Child support is based upon a formula set forth in the Child Support Standards Act (“CSSA”). Generally speaking, up to the CSSA cap, the non-residential parent will be paying a percentage of his or her income to the other parent as basic child support. This basic amount is in addition to sharing day care, the cost to provide health insurance and uncovered medical expenses in proportion to income. There are many intricacies to the formula and how it is applied by courts, so here is a bit of a deeper dive into the statue itself.
The formula starts with an identification of where the children primarily reside. If the children are primarily residing with one parent, the other parent will be the payer for child support purposes. Then, the parties’ incomes are determined. Income is defined as what was or should have been reported on the prior year’s tax return, adding back voluntary deductions such as retirement contributions, less FICA. Spousal maintenance paid by a party gets deducted from income and spousal maintenance received by a party gets added to income.
Next, the incomes are added together and the CSSA cap is considered. Until early 2020, the CSSA cap is $148,000 of combined parental income. Depending upon the number of children, the combined income is multiplied by 17% for one child, 25% for two children, 29% for three children (and so on) on the cap. A shorter way of computing the presumptively correct amount of child support is to apply the appropriate percentage to the income for support purposes of the parent paying support.

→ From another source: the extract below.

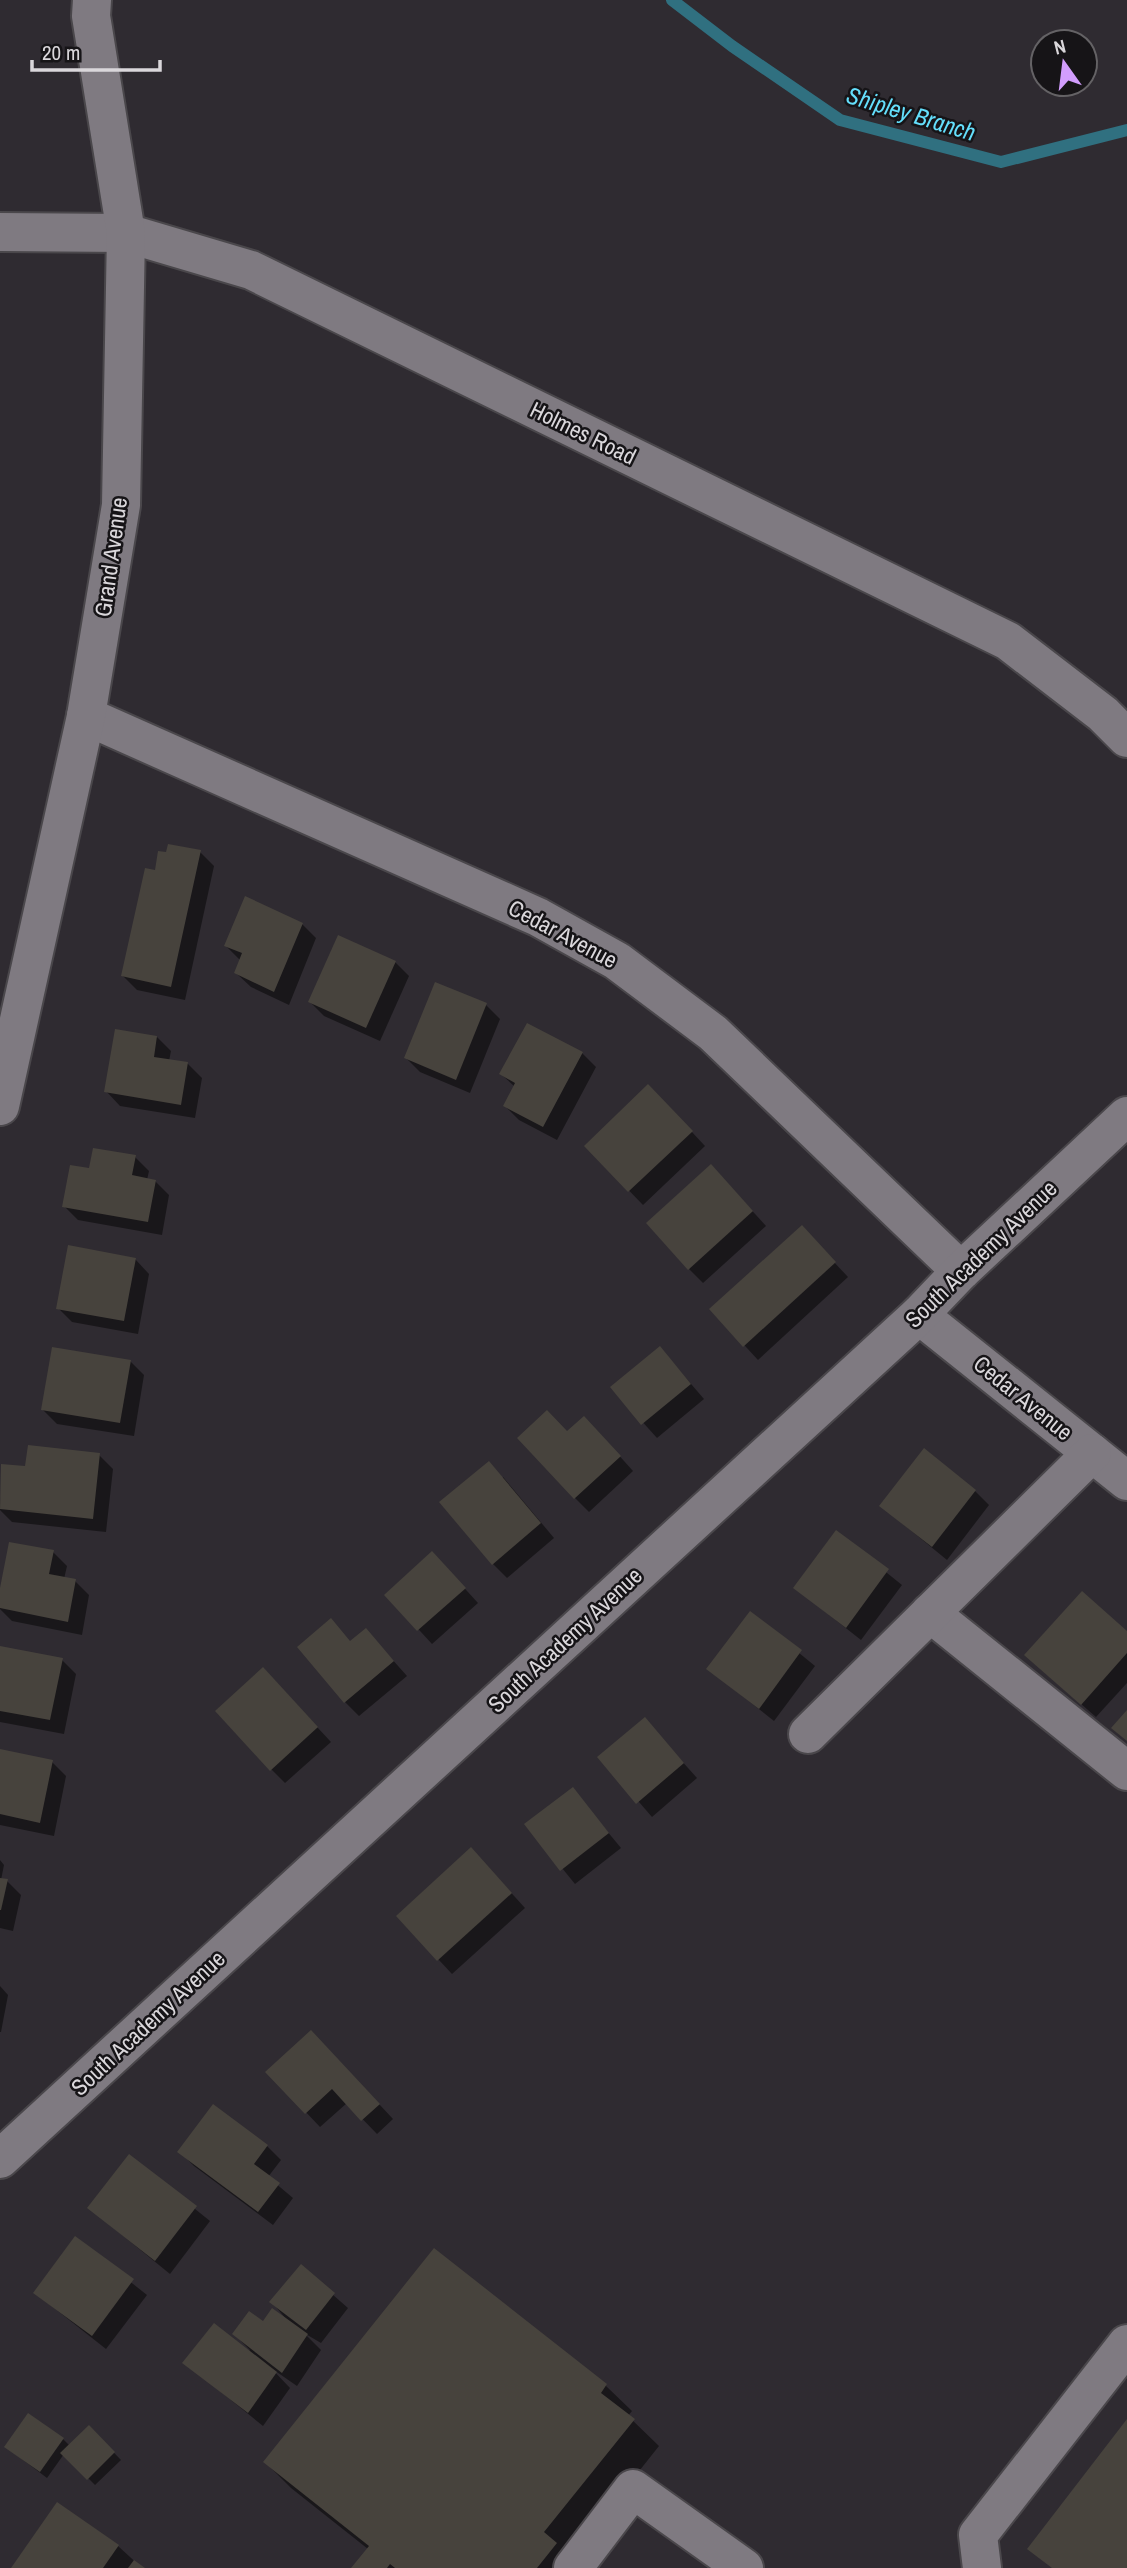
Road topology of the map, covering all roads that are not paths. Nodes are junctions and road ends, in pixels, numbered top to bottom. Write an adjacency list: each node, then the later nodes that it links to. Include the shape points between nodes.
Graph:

The court has the authority to award child support based on income above the $148,000 cap, or to deviate from the presumptively correct amount of child support, provided the court finds the presumptive amount is unjust or inappropriate and states the reasons. The statute lists several factors to consider in making such a determination. If the court so decides, the court may modify child support to better reflect the particular circumstances of the parties, such as an equal or a near-equal timesharing arrangement.
Be sure to ask your attorney about your specific circumstances and how your situation might affect an award of child support.